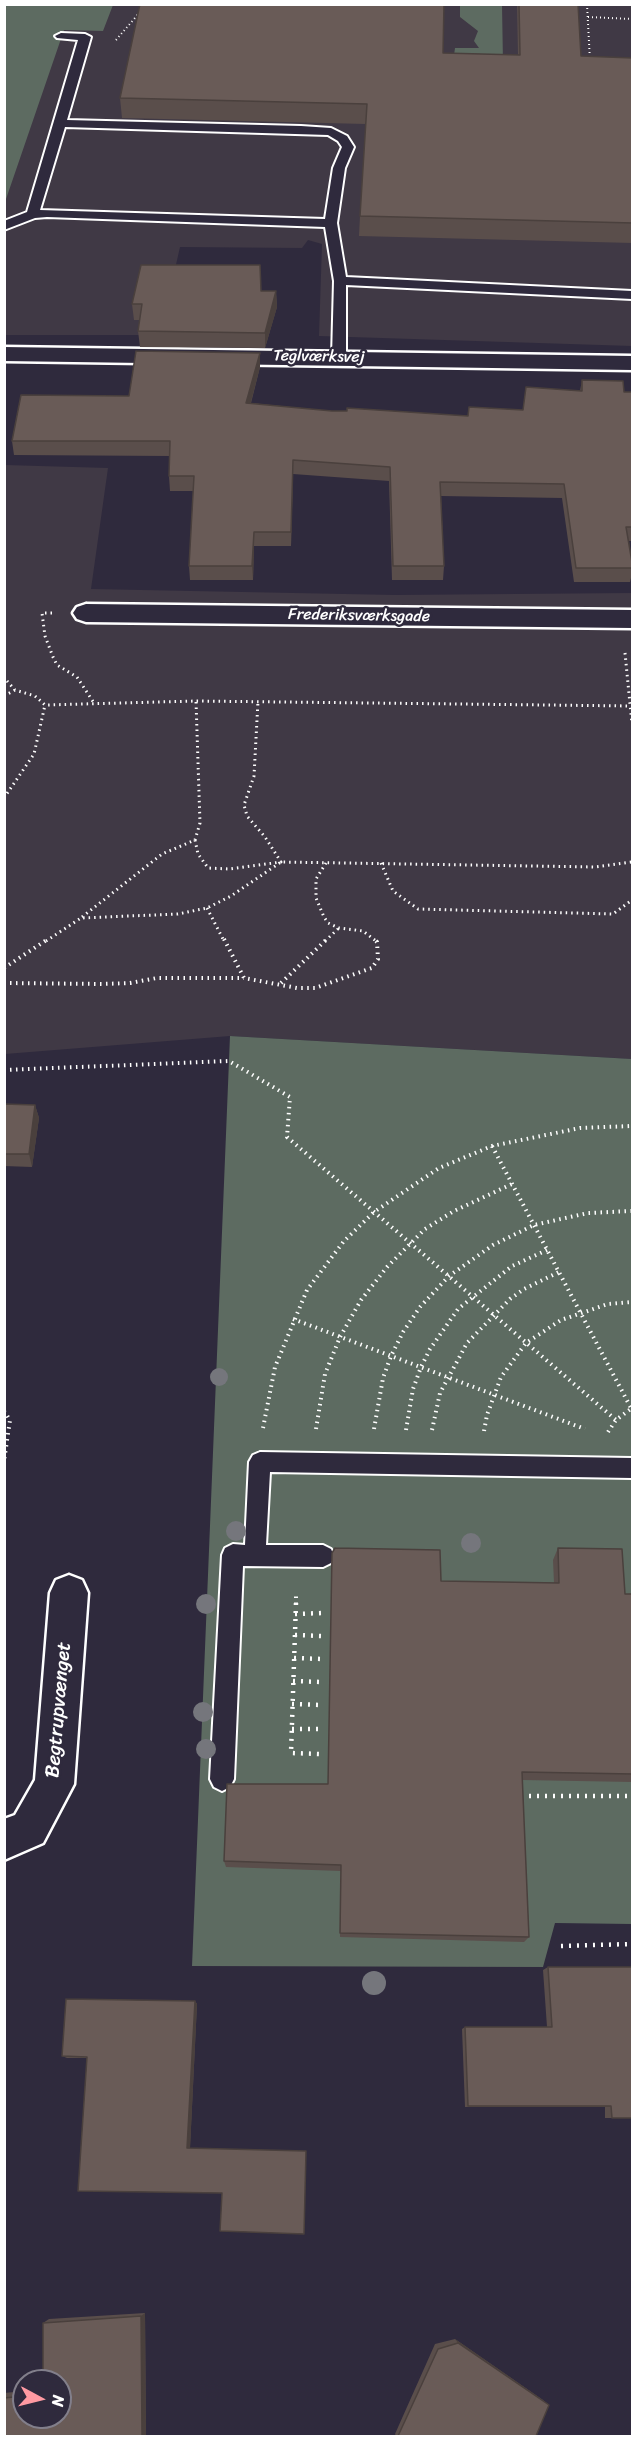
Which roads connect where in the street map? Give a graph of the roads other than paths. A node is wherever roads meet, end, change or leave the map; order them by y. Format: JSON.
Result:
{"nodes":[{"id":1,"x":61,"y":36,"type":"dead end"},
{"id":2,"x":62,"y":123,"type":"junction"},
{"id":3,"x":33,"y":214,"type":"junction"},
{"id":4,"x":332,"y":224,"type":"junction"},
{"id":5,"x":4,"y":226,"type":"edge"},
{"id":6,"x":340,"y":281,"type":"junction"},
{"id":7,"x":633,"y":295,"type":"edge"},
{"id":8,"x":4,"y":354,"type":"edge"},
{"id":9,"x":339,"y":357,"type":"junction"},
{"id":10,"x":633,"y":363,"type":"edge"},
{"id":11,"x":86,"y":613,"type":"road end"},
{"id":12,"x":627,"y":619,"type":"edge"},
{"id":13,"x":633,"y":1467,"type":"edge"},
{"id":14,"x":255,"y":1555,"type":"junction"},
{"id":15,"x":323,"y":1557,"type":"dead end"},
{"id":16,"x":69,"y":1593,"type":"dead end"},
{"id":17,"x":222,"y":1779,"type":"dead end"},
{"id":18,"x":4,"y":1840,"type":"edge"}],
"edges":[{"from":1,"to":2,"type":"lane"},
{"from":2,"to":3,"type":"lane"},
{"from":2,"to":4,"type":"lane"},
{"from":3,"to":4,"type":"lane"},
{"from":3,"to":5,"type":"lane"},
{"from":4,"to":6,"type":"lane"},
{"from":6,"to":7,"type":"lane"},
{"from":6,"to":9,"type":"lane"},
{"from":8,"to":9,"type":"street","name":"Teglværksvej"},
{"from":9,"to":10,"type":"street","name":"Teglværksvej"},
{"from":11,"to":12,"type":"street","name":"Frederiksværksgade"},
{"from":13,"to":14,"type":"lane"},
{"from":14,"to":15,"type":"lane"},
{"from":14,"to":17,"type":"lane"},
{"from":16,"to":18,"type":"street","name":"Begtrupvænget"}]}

====

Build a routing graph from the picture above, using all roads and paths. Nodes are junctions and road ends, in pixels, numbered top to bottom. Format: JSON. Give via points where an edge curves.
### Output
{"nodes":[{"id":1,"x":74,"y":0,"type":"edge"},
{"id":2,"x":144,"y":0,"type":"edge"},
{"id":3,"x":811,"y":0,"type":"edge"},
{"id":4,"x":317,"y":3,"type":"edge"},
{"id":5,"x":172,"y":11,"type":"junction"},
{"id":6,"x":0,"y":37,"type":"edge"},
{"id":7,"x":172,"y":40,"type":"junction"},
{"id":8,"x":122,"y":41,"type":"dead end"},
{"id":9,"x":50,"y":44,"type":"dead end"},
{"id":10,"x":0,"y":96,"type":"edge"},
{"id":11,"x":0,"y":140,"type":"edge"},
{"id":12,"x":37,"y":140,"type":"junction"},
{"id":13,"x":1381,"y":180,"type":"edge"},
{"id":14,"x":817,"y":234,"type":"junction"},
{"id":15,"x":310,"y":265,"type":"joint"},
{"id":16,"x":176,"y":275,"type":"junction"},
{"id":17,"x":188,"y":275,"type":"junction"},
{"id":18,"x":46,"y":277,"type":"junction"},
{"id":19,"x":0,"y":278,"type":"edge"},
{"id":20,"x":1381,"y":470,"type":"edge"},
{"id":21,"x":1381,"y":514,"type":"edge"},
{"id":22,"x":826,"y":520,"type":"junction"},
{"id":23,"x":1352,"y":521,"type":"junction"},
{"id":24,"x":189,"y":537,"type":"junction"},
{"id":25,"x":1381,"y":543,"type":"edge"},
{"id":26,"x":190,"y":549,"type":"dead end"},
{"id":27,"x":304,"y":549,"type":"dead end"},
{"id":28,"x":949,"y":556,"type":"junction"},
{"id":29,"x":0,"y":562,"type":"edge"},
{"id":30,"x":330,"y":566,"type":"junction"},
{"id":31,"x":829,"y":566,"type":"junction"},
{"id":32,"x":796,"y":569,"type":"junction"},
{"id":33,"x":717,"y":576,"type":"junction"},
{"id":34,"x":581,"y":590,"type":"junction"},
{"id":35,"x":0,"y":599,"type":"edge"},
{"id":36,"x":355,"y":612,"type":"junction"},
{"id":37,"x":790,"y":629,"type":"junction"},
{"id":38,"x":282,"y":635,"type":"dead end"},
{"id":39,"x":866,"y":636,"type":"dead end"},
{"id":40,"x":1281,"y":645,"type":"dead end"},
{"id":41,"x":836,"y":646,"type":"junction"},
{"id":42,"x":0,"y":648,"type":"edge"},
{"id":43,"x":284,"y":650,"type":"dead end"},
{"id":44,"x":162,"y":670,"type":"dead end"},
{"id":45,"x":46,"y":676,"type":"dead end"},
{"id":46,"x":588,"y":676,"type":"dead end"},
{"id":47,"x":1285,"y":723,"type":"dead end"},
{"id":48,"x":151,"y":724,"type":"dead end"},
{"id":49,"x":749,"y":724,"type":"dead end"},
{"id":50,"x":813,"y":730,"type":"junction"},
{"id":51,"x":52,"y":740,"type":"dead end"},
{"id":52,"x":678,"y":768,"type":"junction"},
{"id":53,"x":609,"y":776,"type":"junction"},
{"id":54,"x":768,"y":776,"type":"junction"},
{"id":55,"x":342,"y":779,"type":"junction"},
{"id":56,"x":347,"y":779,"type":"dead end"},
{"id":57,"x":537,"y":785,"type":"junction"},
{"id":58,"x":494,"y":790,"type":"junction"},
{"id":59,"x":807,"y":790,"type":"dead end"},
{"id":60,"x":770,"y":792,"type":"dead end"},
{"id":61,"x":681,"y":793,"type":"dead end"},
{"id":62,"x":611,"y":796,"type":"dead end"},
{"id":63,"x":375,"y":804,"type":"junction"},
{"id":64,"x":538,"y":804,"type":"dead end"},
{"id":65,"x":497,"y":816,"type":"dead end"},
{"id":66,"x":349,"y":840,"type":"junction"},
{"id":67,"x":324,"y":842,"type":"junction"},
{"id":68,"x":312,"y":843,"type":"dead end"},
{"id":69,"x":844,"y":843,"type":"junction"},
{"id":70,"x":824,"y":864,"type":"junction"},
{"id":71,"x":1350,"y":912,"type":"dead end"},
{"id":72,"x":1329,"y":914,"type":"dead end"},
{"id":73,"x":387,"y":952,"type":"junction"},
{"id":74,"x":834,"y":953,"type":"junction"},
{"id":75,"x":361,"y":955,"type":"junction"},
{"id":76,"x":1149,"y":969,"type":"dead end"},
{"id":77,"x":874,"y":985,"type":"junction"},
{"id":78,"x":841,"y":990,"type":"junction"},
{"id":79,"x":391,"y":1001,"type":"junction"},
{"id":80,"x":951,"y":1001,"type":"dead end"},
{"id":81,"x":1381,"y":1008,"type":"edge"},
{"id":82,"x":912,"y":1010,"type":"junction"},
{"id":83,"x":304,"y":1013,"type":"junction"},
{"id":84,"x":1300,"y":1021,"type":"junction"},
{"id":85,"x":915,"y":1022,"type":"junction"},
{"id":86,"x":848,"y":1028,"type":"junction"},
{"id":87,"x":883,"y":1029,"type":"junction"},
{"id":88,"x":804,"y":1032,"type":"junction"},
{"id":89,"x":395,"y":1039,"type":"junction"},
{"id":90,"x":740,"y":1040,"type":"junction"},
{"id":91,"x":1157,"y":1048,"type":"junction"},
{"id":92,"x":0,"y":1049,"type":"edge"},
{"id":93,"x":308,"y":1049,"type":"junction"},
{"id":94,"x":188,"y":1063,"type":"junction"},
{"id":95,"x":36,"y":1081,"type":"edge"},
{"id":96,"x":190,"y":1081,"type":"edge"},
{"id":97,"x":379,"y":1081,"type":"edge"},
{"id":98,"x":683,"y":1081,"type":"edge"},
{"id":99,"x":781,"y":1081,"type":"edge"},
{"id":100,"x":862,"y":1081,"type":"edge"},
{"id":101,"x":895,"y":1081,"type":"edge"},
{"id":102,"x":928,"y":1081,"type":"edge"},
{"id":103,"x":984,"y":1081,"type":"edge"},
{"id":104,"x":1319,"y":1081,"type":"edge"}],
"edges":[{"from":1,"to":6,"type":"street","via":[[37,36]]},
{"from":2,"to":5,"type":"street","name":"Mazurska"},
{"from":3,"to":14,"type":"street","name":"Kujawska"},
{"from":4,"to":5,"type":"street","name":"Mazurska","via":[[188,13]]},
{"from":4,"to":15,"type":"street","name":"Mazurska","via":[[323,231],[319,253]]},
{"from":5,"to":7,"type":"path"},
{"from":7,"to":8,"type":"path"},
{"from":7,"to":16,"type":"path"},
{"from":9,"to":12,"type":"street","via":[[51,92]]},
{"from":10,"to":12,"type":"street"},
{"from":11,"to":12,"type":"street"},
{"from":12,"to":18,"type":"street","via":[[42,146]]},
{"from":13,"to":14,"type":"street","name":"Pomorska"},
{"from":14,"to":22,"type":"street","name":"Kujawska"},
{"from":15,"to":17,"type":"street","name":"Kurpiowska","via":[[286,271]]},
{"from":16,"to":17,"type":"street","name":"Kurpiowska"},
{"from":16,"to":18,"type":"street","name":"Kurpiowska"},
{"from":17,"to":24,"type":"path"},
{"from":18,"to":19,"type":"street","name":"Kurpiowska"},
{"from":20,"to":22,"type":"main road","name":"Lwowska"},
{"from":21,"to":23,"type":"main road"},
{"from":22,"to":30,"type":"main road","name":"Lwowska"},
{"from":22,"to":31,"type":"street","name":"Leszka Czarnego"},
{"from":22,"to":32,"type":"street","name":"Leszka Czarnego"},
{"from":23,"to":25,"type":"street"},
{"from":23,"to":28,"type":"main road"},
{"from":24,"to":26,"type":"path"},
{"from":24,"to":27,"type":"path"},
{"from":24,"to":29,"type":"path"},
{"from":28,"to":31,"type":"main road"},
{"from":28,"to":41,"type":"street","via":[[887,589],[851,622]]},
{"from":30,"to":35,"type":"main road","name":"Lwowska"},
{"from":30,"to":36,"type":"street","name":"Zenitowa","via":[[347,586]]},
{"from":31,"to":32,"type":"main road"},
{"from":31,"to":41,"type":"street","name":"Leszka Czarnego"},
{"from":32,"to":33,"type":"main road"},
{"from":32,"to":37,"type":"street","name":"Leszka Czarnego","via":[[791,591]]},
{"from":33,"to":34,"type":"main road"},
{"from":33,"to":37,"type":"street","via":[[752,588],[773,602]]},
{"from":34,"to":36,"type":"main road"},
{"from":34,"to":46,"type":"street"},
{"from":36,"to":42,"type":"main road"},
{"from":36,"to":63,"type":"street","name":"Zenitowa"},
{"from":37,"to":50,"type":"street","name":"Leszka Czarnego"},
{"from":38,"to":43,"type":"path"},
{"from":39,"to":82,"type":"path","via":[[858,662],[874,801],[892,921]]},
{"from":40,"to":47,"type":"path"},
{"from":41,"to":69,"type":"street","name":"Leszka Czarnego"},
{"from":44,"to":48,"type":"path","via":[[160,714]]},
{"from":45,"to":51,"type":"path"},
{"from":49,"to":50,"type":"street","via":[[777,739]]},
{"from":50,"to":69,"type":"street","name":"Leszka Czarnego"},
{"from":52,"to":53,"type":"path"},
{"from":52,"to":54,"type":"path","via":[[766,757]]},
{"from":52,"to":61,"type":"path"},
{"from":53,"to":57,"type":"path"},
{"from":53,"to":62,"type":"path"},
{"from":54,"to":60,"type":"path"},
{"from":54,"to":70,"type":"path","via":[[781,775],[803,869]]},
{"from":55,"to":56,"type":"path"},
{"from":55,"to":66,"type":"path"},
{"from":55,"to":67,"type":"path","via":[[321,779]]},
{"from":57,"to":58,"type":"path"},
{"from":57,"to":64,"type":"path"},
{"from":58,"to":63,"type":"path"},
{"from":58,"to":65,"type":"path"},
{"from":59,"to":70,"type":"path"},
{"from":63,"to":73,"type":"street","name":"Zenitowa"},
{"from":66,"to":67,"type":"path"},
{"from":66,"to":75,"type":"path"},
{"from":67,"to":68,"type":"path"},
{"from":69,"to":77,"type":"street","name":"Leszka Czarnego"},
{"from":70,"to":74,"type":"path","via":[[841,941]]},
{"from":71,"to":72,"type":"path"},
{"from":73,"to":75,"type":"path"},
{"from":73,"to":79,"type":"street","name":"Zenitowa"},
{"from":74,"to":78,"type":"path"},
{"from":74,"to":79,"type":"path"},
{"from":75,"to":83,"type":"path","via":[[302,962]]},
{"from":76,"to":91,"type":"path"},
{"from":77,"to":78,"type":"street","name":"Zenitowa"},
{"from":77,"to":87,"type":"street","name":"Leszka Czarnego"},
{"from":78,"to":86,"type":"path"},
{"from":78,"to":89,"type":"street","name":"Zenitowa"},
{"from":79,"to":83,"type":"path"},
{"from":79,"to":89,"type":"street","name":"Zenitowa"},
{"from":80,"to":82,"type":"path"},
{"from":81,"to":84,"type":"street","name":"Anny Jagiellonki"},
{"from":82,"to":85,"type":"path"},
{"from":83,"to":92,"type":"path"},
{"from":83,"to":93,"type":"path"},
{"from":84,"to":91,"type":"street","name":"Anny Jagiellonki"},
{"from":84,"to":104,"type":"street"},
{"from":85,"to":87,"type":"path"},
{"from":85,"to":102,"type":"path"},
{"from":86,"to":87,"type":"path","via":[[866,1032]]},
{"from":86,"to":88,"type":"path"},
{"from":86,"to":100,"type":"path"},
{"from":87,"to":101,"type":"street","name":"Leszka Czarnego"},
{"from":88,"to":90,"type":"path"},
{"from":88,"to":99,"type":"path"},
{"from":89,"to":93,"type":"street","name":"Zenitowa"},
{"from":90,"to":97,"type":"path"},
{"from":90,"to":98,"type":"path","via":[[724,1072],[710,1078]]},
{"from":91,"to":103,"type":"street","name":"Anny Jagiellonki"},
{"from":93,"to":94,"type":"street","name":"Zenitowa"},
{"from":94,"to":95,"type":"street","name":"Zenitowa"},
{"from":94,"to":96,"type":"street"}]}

====

Assignment:
Scan the material and collect every line that contains "Anny".

Response:
{"from":81,"to":84,"type":"street","name":"Anny Jagiellonki"},
{"from":84,"to":91,"type":"street","name":"Anny Jagiellonki"},
{"from":91,"to":103,"type":"street","name":"Anny Jagiellonki"},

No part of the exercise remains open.